* _Task_: Please give the entries again in full and exactly, without any picture.

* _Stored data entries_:
:::
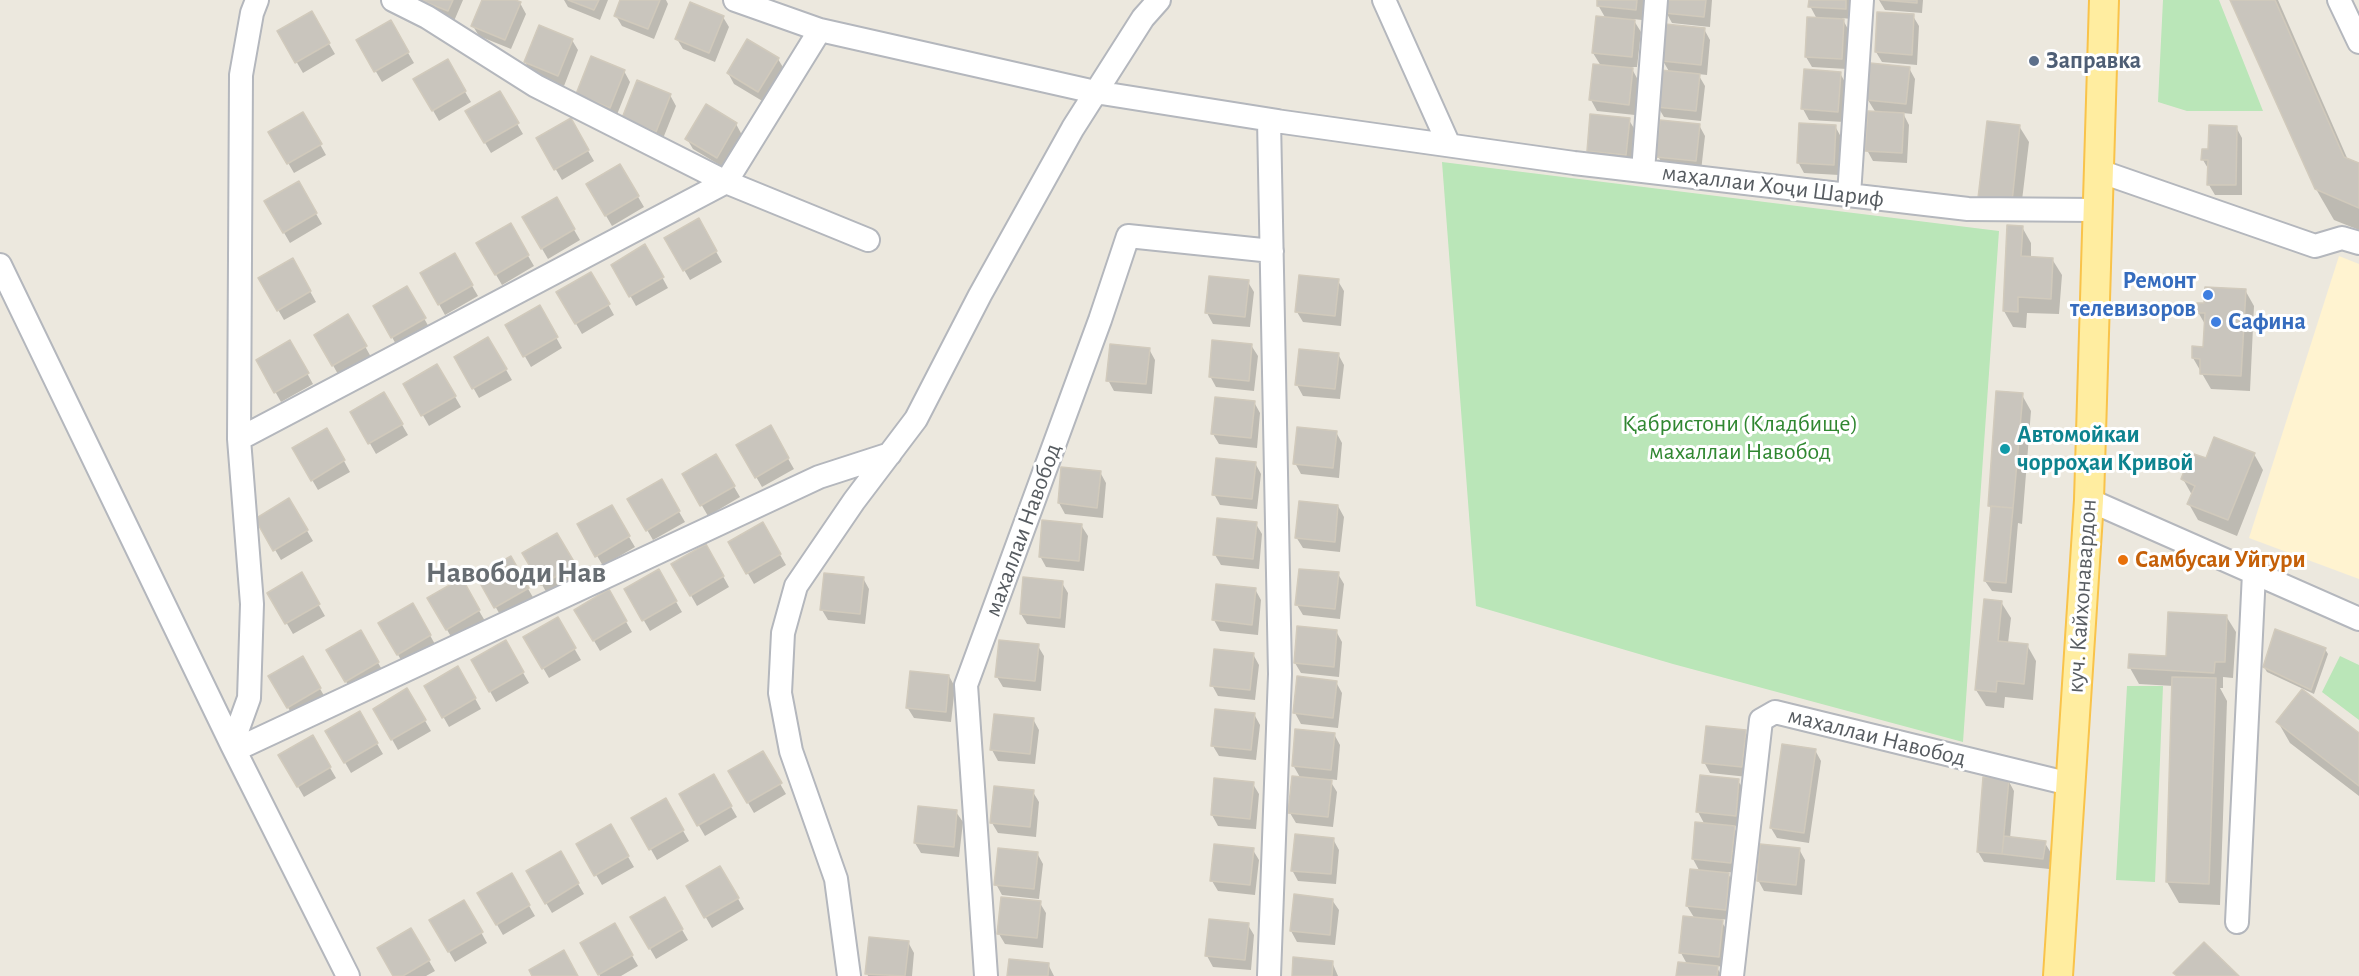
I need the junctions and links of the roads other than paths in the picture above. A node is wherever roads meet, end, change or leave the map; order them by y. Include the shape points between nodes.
1 (257, 0) edge
2 (393, 0) edge
3 (735, 0) edge
4 (1159, 0) edge
5 (1384, 0) edge
6 (1656, 0) edge
7 (1862, 0) edge
8 (2104, 0) edge
9 (2339, 0) edge
10 (820, 30) junction
11 (2359, 42) edge
12 (1095, 92) junction
13 (1274, 121) junction
14 (1449, 145) junction
15 (1643, 171) junction
16 (2099, 171) junction
17 (726, 182) junction
18 (1849, 195) junction
19 (2097, 210) junction
20 (868, 240) dead end
21 (2359, 243) edge
22 (1272, 251) junction
23 (0, 265) edge
24 (239, 439) junction
25 (890, 454) junction
26 (2089, 500) junction
27 (2254, 573) junction
28 (2359, 619) edge
29 (234, 748) junction
30 (2070, 784) junction
31 (2237, 922) dead end
32 (348, 976) edge
33 (849, 976) edge
34 (986, 976) edge
35 (1269, 976) edge
36 (1732, 976) edge
37 (2058, 976) edge

1 - 24 street via 242,75
2 - 17 street via 428,17 536,86
3 - 10 street, маҳаллаи Хоҷи Шариф
4 - 12 street
5 - 14 street
6 - 15 street
7 - 18 street
8 - 16 main road, куч. Кайхонавардон
9 - 11 street
10 - 12 street, маҳаллаи Хоҷи Шариф
10 - 17 street
12 - 13 street, маҳаллаи Хоҷи Шариф
12 - 25 street via 980,295 916,419
13 - 14 street, маҳаллаи Хоҷи Шариф
13 - 22 street
14 - 15 street, маҳаллаи Хоҷи Шариф
15 - 18 street, маҳаллаи Хоҷи Шариф
16 - 19 main road, куч. Кайхонавардон
16 - 21 street via 2315,246 2342,238
17 - 20 street
17 - 24 street
18 - 19 street, маҳаллаи Хоҷи Шариф via 1968,209
19 - 26 main road, куч. Кайхонавардон
22 - 34 street, махаллаи Навобод via 1128,236 966,686
22 - 35 street via 1280,674
23 - 29 street
24 - 29 street via 252,604 249,698
25 - 29 street via 819,477
25 - 33 street via 796,586 783,633 780,693 791,751 836,879
26 - 27 street
26 - 30 main road, куч. Кайхонавардон
27 - 28 street
27 - 31 street
29 - 32 street
30 - 36 street, махаллаи Навобод via 1775,712 1761,720
30 - 37 main road, куч. Кайхонавардон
:::
* _Written answer_:
I need the junctions and links of the roads other than paths in the picture above. A node is wherever roads meet, end, change or leave the map; order them by y. Include the shape points between nodes.
1 (257, 0) edge
2 (393, 0) edge
3 (735, 0) edge
4 (1159, 0) edge
5 (1384, 0) edge
6 (1656, 0) edge
7 (1862, 0) edge
8 (2104, 0) edge
9 (2339, 0) edge
10 (820, 30) junction
11 (2359, 42) edge
12 (1095, 92) junction
13 (1274, 121) junction
14 (1449, 145) junction
15 (1643, 171) junction
16 (2099, 171) junction
17 (726, 182) junction
18 (1849, 195) junction
19 (2097, 210) junction
20 (868, 240) dead end
21 (2359, 243) edge
22 (1272, 251) junction
23 (0, 265) edge
24 (239, 439) junction
25 (890, 454) junction
26 (2089, 500) junction
27 (2254, 573) junction
28 (2359, 619) edge
29 (234, 748) junction
30 (2070, 784) junction
31 (2237, 922) dead end
32 (348, 976) edge
33 (849, 976) edge
34 (986, 976) edge
35 (1269, 976) edge
36 (1732, 976) edge
37 (2058, 976) edge

1 - 24 street via 242,75
2 - 17 street via 428,17 536,86
3 - 10 street, маҳаллаи Хоҷи Шариф
4 - 12 street
5 - 14 street
6 - 15 street
7 - 18 street
8 - 16 main road, куч. Кайхонавардон
9 - 11 street
10 - 12 street, маҳаллаи Хоҷи Шариф
10 - 17 street
12 - 13 street, маҳаллаи Хоҷи Шариф
12 - 25 street via 980,295 916,419
13 - 14 street, маҳаллаи Хоҷи Шариф
13 - 22 street
14 - 15 street, маҳаллаи Хоҷи Шариф
15 - 18 street, маҳаллаи Хоҷи Шариф
16 - 19 main road, куч. Кайхонавардон
16 - 21 street via 2315,246 2342,238
17 - 20 street
17 - 24 street
18 - 19 street, маҳаллаи Хоҷи Шариф via 1968,209
19 - 26 main road, куч. Кайхонавардон
22 - 34 street, махаллаи Навобод via 1128,236 966,686
22 - 35 street via 1280,674
23 - 29 street
24 - 29 street via 252,604 249,698
25 - 29 street via 819,477
25 - 33 street via 796,586 783,633 780,693 791,751 836,879
26 - 27 street
26 - 30 main road, куч. Кайхонавардон
27 - 28 street
27 - 31 street
29 - 32 street
30 - 36 street, махаллаи Навобод via 1775,712 1761,720
30 - 37 main road, куч. Кайхонавардон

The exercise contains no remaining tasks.